■ **Data provided**
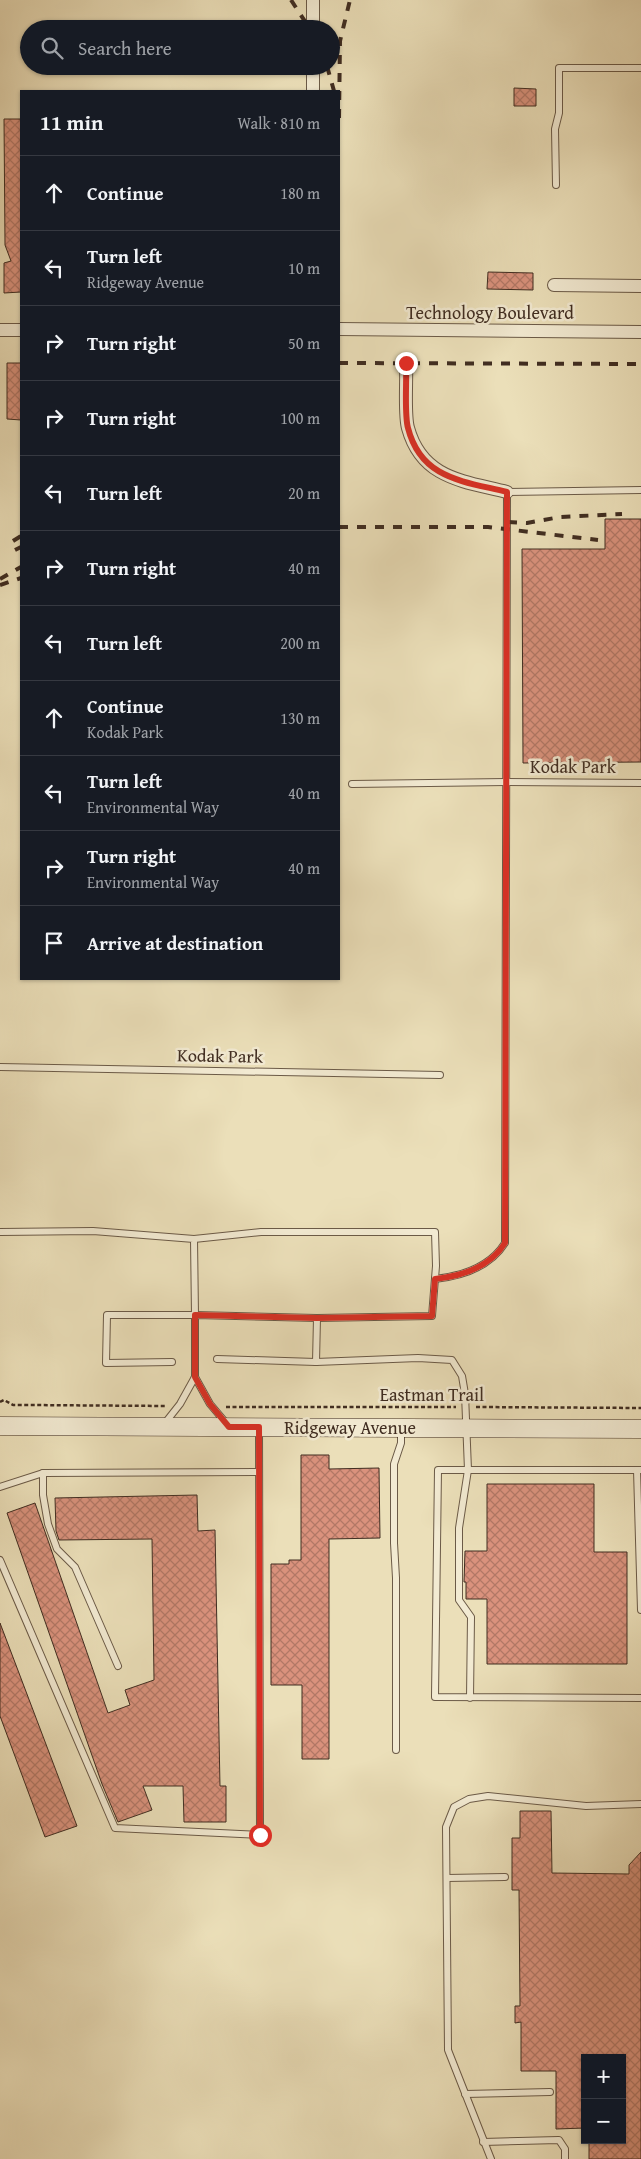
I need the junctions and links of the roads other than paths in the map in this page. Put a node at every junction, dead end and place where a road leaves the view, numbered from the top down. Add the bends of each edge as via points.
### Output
1 (313, 0) edge
2 (313, 20) edge
3 (641, 68) edge
4 (313, 75) edge
5 (313, 90) edge
6 (556, 185) dead end
7 (554, 285) dead end
8 (641, 286) edge
9 (340, 329) edge
10 (0, 330) edge
11 (20, 330) edge
12 (641, 332) edge
13 (406, 363) dead end
14 (641, 490) edge
15 (507, 492) junction
16 (506, 782) junction
17 (641, 783) edge
18 (352, 784) dead end
19 (0, 1067) edge
20 (440, 1075) dead end
21 (0, 1232) edge
22 (194, 1239) junction
23 (435, 1279) junction
24 (195, 1315) junction
25 (317, 1318) junction
26 (217, 1359) dead end
27 (172, 1362) dead end
28 (316, 1362) junction
29 (195, 1377) junction
30 (0, 1426) edge
31 (162, 1427) junction
32 (229, 1427) junction
33 (259, 1427) junction
34 (401, 1428) junction
35 (466, 1428) junction
36 (641, 1429) edge
37 (468, 1470) junction
38 (639, 1470) edge
39 (259, 1472) junction
40 (43, 1473) junction
41 (0, 1487) edge
42 (0, 1560) edge
43 (641, 1610) edge
44 (118, 1666) dead end
45 (470, 1698) junction
46 (641, 1698) edge
47 (396, 1750) dead end
48 (641, 1804) edge
49 (505, 1877) dead end
50 (446, 1878) junction
51 (550, 2092) dead end
52 (465, 2094) junction
53 (483, 2142) junction
54 (491, 2159) edge
55 (565, 2159) edge

1 - 2 street
3 - 6 lane via 559,68
4 - 5 street
7 - 8 street
9 - 12 street, Technology Boulevard
10 - 11 street
13 - 15 street via 408,427 422,460 450,478
14 - 15 lane
15 - 16 lane, Kodak Park
16 - 17 lane, Kodak Park
16 - 18 lane, Kodak Park
16 - 23 lane via 505,1243 490,1260 474,1269 453,1277
19 - 20 lane, Kodak Park
21 - 22 lane via 93,1231
22 - 23 lane via 261,1232 435,1232
22 - 24 lane
23 - 25 lane via 432,1316
24 - 25 lane
24 - 27 lane via 107,1315 106,1363
24 - 29 lane
25 - 28 lane
26 - 28 lane
28 - 35 lane via 452,1360 462,1376
29 - 31 lane
29 - 32 lane via 210,1404
30 - 31 main road, Ridgeway Avenue
31 - 32 main road, Ridgeway Avenue
32 - 33 main road, Ridgeway Avenue
33 - 34 main road, Ridgeway Avenue
33 - 39 lane
34 - 35 main road, Ridgeway Avenue
34 - 47 lane via 401,1443 394,1464
35 - 36 main road, Ridgeway Avenue
35 - 37 lane
37 - 38 lane
37 - 45 lane via 459,1528 459,1600 471,1617
37 - 45 lane via 438,1470 435,1697
38 - 43 lane
39 - 40 lane
39 - 42 lane via 260,1835 115,1828
40 - 41 lane
40 - 44 lane via 48,1524 57,1549 75,1567
45 - 46 lane
48 - 50 lane via 586,1806 488,1796 469,1799 454,1807 446,1827
49 - 50 lane
50 - 52 lane via 448,2050
51 - 52 lane
52 - 53 lane
53 - 54 lane
53 - 55 lane via 559,2140 565,2149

■ **Work to complete**
Pictures stay out; all other material above is restated word for word.

■ **Your solution**
I need the junctions and links of the roads other than paths in the map in this page. Put a node at every junction, dead end and place where a road leaves the view, numbered from the top down. Add the bends of each edge as via points.
### Output
1 (313, 0) edge
2 (313, 20) edge
3 (641, 68) edge
4 (313, 75) edge
5 (313, 90) edge
6 (556, 185) dead end
7 (554, 285) dead end
8 (641, 286) edge
9 (340, 329) edge
10 (0, 330) edge
11 (20, 330) edge
12 (641, 332) edge
13 (406, 363) dead end
14 (641, 490) edge
15 (507, 492) junction
16 (506, 782) junction
17 (641, 783) edge
18 (352, 784) dead end
19 (0, 1067) edge
20 (440, 1075) dead end
21 (0, 1232) edge
22 (194, 1239) junction
23 (435, 1279) junction
24 (195, 1315) junction
25 (317, 1318) junction
26 (217, 1359) dead end
27 (172, 1362) dead end
28 (316, 1362) junction
29 (195, 1377) junction
30 (0, 1426) edge
31 (162, 1427) junction
32 (229, 1427) junction
33 (259, 1427) junction
34 (401, 1428) junction
35 (466, 1428) junction
36 (641, 1429) edge
37 (468, 1470) junction
38 (639, 1470) edge
39 (259, 1472) junction
40 (43, 1473) junction
41 (0, 1487) edge
42 (0, 1560) edge
43 (641, 1610) edge
44 (118, 1666) dead end
45 (470, 1698) junction
46 (641, 1698) edge
47 (396, 1750) dead end
48 (641, 1804) edge
49 (505, 1877) dead end
50 (446, 1878) junction
51 (550, 2092) dead end
52 (465, 2094) junction
53 (483, 2142) junction
54 (491, 2159) edge
55 (565, 2159) edge

1 - 2 street
3 - 6 lane via 559,68
4 - 5 street
7 - 8 street
9 - 12 street, Technology Boulevard
10 - 11 street
13 - 15 street via 408,427 422,460 450,478
14 - 15 lane
15 - 16 lane, Kodak Park
16 - 17 lane, Kodak Park
16 - 18 lane, Kodak Park
16 - 23 lane via 505,1243 490,1260 474,1269 453,1277
19 - 20 lane, Kodak Park
21 - 22 lane via 93,1231
22 - 23 lane via 261,1232 435,1232
22 - 24 lane
23 - 25 lane via 432,1316
24 - 25 lane
24 - 27 lane via 107,1315 106,1363
24 - 29 lane
25 - 28 lane
26 - 28 lane
28 - 35 lane via 452,1360 462,1376
29 - 31 lane
29 - 32 lane via 210,1404
30 - 31 main road, Ridgeway Avenue
31 - 32 main road, Ridgeway Avenue
32 - 33 main road, Ridgeway Avenue
33 - 34 main road, Ridgeway Avenue
33 - 39 lane
34 - 35 main road, Ridgeway Avenue
34 - 47 lane via 401,1443 394,1464
35 - 36 main road, Ridgeway Avenue
35 - 37 lane
37 - 38 lane
37 - 45 lane via 459,1528 459,1600 471,1617
37 - 45 lane via 438,1470 435,1697
38 - 43 lane
39 - 40 lane
39 - 42 lane via 260,1835 115,1828
40 - 41 lane
40 - 44 lane via 48,1524 57,1549 75,1567
45 - 46 lane
48 - 50 lane via 586,1806 488,1796 469,1799 454,1807 446,1827
49 - 50 lane
50 - 52 lane via 448,2050
51 - 52 lane
52 - 53 lane
53 - 54 lane
53 - 55 lane via 559,2140 565,2149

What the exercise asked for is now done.